Items listed in a dataset:
--------------------------------------------------
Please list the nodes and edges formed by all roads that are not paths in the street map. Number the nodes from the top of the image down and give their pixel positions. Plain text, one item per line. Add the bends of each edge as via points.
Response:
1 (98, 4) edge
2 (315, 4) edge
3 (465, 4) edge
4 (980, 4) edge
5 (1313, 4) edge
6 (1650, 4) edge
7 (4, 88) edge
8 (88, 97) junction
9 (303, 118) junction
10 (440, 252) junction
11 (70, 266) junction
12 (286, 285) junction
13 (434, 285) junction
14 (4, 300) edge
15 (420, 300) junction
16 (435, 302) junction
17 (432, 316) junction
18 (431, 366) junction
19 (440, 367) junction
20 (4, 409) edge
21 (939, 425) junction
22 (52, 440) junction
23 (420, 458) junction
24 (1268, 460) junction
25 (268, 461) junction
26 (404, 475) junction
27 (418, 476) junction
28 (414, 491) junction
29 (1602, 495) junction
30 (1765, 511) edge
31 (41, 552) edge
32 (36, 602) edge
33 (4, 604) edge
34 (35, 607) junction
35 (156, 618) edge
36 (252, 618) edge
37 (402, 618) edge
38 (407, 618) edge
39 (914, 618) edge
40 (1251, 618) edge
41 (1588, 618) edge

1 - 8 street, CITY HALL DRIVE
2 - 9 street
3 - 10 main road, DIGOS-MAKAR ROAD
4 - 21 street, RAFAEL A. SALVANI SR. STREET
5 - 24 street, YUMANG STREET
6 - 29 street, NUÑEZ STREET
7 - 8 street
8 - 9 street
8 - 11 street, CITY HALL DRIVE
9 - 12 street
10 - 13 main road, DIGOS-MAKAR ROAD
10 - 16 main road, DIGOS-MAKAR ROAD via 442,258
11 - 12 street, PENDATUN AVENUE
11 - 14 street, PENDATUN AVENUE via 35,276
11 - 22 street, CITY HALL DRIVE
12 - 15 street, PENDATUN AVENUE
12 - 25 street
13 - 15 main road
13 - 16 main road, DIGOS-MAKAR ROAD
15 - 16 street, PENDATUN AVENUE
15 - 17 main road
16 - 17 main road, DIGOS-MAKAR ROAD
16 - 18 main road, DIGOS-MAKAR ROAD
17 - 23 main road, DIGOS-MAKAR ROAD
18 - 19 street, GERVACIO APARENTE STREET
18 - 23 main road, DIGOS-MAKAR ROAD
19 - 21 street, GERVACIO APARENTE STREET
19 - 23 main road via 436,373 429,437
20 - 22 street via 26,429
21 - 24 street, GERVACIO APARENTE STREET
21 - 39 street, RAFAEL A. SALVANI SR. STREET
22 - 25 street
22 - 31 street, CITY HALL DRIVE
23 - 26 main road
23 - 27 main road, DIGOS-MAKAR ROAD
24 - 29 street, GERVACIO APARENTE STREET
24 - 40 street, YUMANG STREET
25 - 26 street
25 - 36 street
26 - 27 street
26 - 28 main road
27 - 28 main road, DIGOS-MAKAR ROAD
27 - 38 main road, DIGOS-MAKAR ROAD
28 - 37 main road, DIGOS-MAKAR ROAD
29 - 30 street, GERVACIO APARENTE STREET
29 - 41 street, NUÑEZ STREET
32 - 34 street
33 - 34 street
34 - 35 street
--------------------------------------------------
Exactly as they appear above, the records are to be transcribed in full.

Please list the nodes and edges formed by all roads that are not paths in the street map. Number the nodes from the top of the image down and give their pixel positions. Plain text, one item per line. Add the bends of each edge as via points.
Response:
1 (98, 4) edge
2 (315, 4) edge
3 (465, 4) edge
4 (980, 4) edge
5 (1313, 4) edge
6 (1650, 4) edge
7 (4, 88) edge
8 (88, 97) junction
9 (303, 118) junction
10 (440, 252) junction
11 (70, 266) junction
12 (286, 285) junction
13 (434, 285) junction
14 (4, 300) edge
15 (420, 300) junction
16 (435, 302) junction
17 (432, 316) junction
18 (431, 366) junction
19 (440, 367) junction
20 (4, 409) edge
21 (939, 425) junction
22 (52, 440) junction
23 (420, 458) junction
24 (1268, 460) junction
25 (268, 461) junction
26 (404, 475) junction
27 (418, 476) junction
28 (414, 491) junction
29 (1602, 495) junction
30 (1765, 511) edge
31 (41, 552) edge
32 (36, 602) edge
33 (4, 604) edge
34 (35, 607) junction
35 (156, 618) edge
36 (252, 618) edge
37 (402, 618) edge
38 (407, 618) edge
39 (914, 618) edge
40 (1251, 618) edge
41 (1588, 618) edge

1 - 8 street, CITY HALL DRIVE
2 - 9 street
3 - 10 main road, DIGOS-MAKAR ROAD
4 - 21 street, RAFAEL A. SALVANI SR. STREET
5 - 24 street, YUMANG STREET
6 - 29 street, NUÑEZ STREET
7 - 8 street
8 - 9 street
8 - 11 street, CITY HALL DRIVE
9 - 12 street
10 - 13 main road, DIGOS-MAKAR ROAD
10 - 16 main road, DIGOS-MAKAR ROAD via 442,258
11 - 12 street, PENDATUN AVENUE
11 - 14 street, PENDATUN AVENUE via 35,276
11 - 22 street, CITY HALL DRIVE
12 - 15 street, PENDATUN AVENUE
12 - 25 street
13 - 15 main road
13 - 16 main road, DIGOS-MAKAR ROAD
15 - 16 street, PENDATUN AVENUE
15 - 17 main road
16 - 17 main road, DIGOS-MAKAR ROAD
16 - 18 main road, DIGOS-MAKAR ROAD
17 - 23 main road, DIGOS-MAKAR ROAD
18 - 19 street, GERVACIO APARENTE STREET
18 - 23 main road, DIGOS-MAKAR ROAD
19 - 21 street, GERVACIO APARENTE STREET
19 - 23 main road via 436,373 429,437
20 - 22 street via 26,429
21 - 24 street, GERVACIO APARENTE STREET
21 - 39 street, RAFAEL A. SALVANI SR. STREET
22 - 25 street
22 - 31 street, CITY HALL DRIVE
23 - 26 main road
23 - 27 main road, DIGOS-MAKAR ROAD
24 - 29 street, GERVACIO APARENTE STREET
24 - 40 street, YUMANG STREET
25 - 26 street
25 - 36 street
26 - 27 street
26 - 28 main road
27 - 28 main road, DIGOS-MAKAR ROAD
27 - 38 main road, DIGOS-MAKAR ROAD
28 - 37 main road, DIGOS-MAKAR ROAD
29 - 30 street, GERVACIO APARENTE STREET
29 - 41 street, NUÑEZ STREET
32 - 34 street
33 - 34 street
34 - 35 street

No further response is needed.